[DATASET RECORDS Boundary: Start]
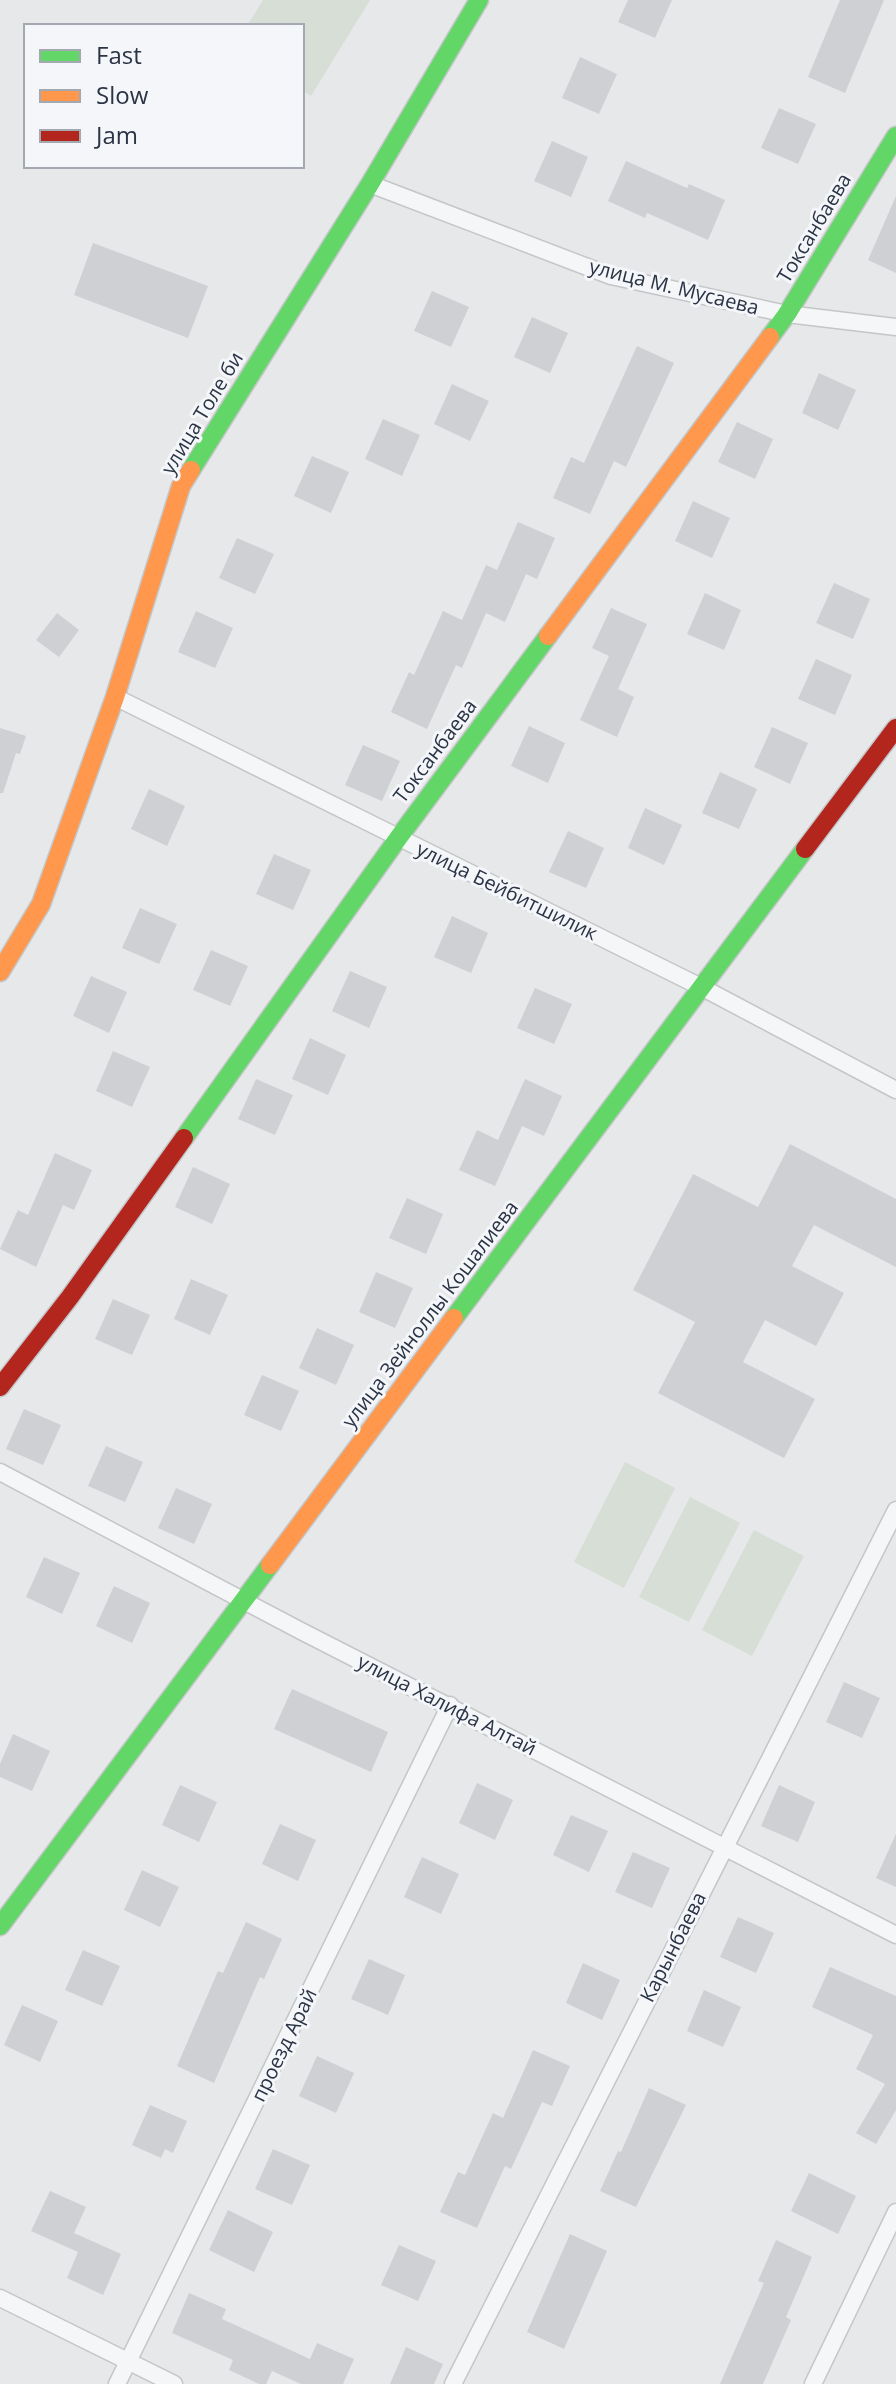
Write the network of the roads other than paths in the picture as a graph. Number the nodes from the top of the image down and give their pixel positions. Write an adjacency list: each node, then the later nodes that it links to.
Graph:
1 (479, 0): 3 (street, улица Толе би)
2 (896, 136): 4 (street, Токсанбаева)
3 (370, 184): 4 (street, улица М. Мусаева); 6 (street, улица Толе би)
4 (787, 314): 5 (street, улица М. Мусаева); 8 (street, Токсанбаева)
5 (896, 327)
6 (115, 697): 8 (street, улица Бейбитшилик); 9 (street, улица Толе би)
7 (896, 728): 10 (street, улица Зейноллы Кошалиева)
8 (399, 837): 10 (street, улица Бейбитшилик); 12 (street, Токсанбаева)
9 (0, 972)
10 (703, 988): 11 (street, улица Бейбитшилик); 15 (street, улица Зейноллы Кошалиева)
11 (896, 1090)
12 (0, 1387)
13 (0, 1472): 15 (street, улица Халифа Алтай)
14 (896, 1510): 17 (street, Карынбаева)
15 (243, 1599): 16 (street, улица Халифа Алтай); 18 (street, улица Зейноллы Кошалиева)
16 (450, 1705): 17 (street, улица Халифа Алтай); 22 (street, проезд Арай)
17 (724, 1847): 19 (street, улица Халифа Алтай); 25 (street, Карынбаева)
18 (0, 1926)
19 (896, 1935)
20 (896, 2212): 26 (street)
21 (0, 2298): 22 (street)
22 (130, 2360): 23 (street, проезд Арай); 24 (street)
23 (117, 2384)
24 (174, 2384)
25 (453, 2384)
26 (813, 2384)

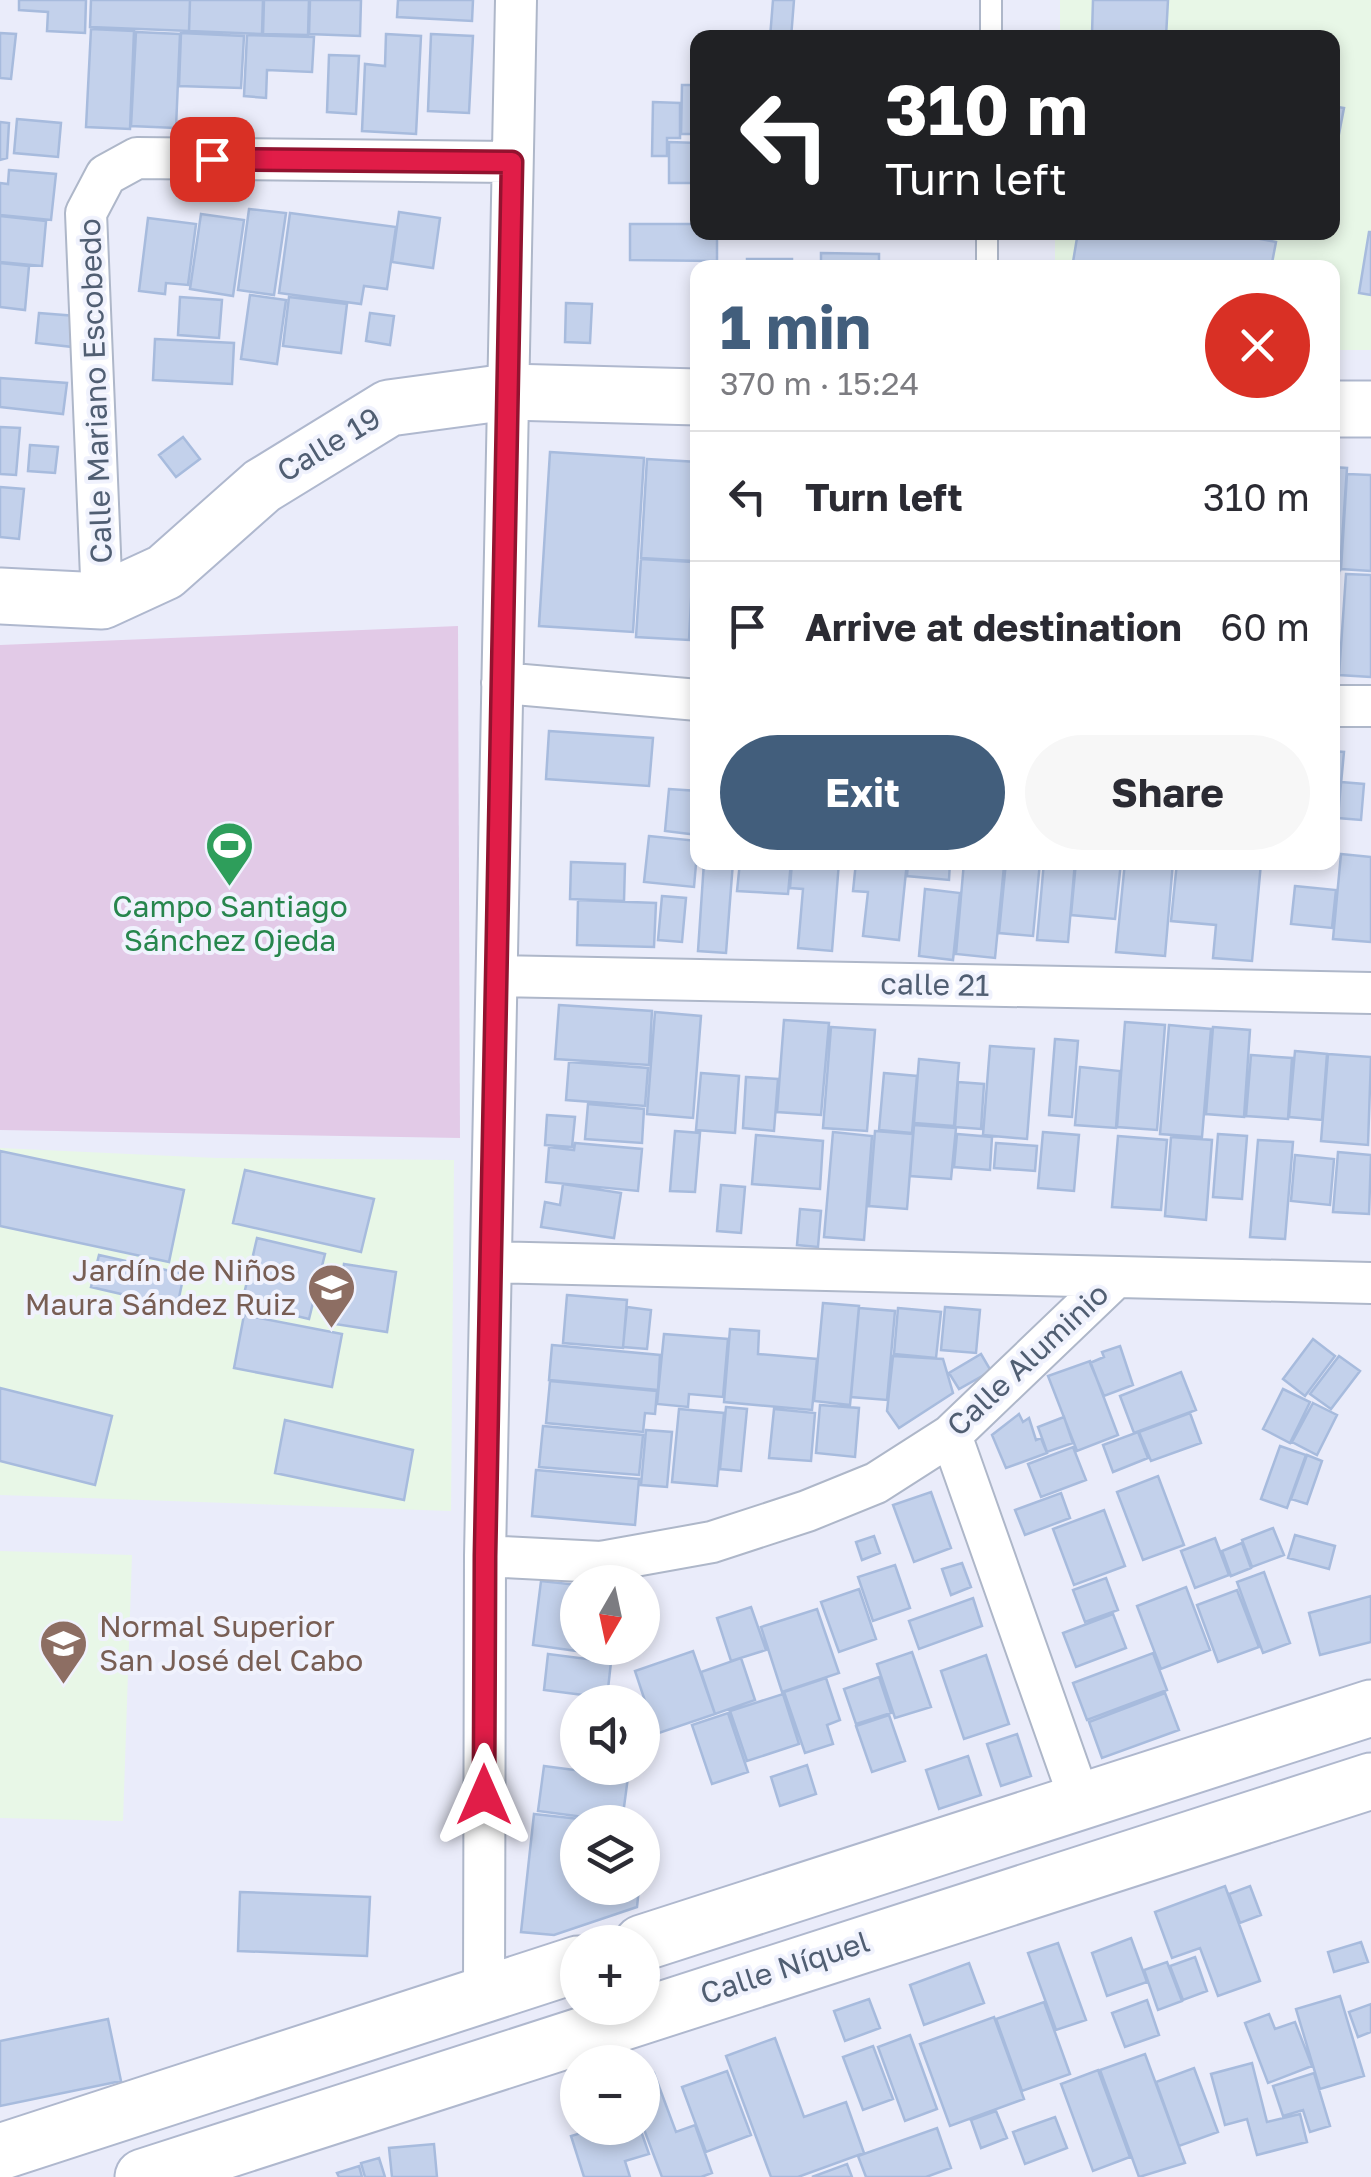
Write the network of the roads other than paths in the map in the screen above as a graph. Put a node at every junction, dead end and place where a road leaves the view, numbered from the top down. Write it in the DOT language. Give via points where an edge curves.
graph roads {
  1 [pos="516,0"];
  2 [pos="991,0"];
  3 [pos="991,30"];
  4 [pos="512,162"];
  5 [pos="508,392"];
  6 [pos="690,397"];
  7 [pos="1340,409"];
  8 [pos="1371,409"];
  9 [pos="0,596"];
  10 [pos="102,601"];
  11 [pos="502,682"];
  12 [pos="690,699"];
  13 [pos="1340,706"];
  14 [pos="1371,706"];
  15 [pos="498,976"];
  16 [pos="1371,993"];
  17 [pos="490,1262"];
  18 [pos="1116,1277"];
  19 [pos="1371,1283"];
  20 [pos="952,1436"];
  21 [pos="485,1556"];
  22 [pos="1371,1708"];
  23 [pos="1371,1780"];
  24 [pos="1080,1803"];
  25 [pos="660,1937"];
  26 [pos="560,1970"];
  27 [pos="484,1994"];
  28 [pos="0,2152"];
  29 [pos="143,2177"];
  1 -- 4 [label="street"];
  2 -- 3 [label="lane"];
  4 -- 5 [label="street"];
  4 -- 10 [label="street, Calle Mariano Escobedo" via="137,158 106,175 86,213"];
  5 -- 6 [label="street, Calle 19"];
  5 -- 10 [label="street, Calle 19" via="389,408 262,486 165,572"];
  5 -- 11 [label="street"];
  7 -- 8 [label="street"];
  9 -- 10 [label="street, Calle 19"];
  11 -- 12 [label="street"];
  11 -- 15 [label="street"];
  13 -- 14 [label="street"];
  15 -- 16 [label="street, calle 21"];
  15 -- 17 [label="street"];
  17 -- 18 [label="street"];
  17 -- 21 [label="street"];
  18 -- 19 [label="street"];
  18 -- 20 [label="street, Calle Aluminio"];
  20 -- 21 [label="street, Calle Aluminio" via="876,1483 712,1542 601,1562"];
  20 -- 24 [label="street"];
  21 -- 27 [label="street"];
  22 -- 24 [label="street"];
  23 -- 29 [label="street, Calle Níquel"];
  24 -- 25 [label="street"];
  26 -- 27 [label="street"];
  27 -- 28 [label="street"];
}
[DATASET RECORDS Boundary: End]
__TASK TO CARRY OUT__. Lines from the one containing "an edge curves." through the last line of the data above are the only output wanted; restate them exactly.

__TASK RESPONSE__.
Write the network of the roads other than paths in the map in the screen above as a graph. Put a node at every junction, dead end and place where a road leaves the view, numbered from the top down. Write it in the DOT language. Give via points where an edge curves.
graph roads {
  1 [pos="516,0"];
  2 [pos="991,0"];
  3 [pos="991,30"];
  4 [pos="512,162"];
  5 [pos="508,392"];
  6 [pos="690,397"];
  7 [pos="1340,409"];
  8 [pos="1371,409"];
  9 [pos="0,596"];
  10 [pos="102,601"];
  11 [pos="502,682"];
  12 [pos="690,699"];
  13 [pos="1340,706"];
  14 [pos="1371,706"];
  15 [pos="498,976"];
  16 [pos="1371,993"];
  17 [pos="490,1262"];
  18 [pos="1116,1277"];
  19 [pos="1371,1283"];
  20 [pos="952,1436"];
  21 [pos="485,1556"];
  22 [pos="1371,1708"];
  23 [pos="1371,1780"];
  24 [pos="1080,1803"];
  25 [pos="660,1937"];
  26 [pos="560,1970"];
  27 [pos="484,1994"];
  28 [pos="0,2152"];
  29 [pos="143,2177"];
  1 -- 4 [label="street"];
  2 -- 3 [label="lane"];
  4 -- 5 [label="street"];
  4 -- 10 [label="street, Calle Mariano Escobedo" via="137,158 106,175 86,213"];
  5 -- 6 [label="street, Calle 19"];
  5 -- 10 [label="street, Calle 19" via="389,408 262,486 165,572"];
  5 -- 11 [label="street"];
  7 -- 8 [label="street"];
  9 -- 10 [label="street, Calle 19"];
  11 -- 12 [label="street"];
  11 -- 15 [label="street"];
  13 -- 14 [label="street"];
  15 -- 16 [label="street, calle 21"];
  15 -- 17 [label="street"];
  17 -- 18 [label="street"];
  17 -- 21 [label="street"];
  18 -- 19 [label="street"];
  18 -- 20 [label="street, Calle Aluminio"];
  20 -- 21 [label="street, Calle Aluminio" via="876,1483 712,1542 601,1562"];
  20 -- 24 [label="street"];
  21 -- 27 [label="street"];
  22 -- 24 [label="street"];
  23 -- 29 [label="street, Calle Níquel"];
  24 -- 25 [label="street"];
  26 -- 27 [label="street"];
  27 -- 28 [label="street"];
}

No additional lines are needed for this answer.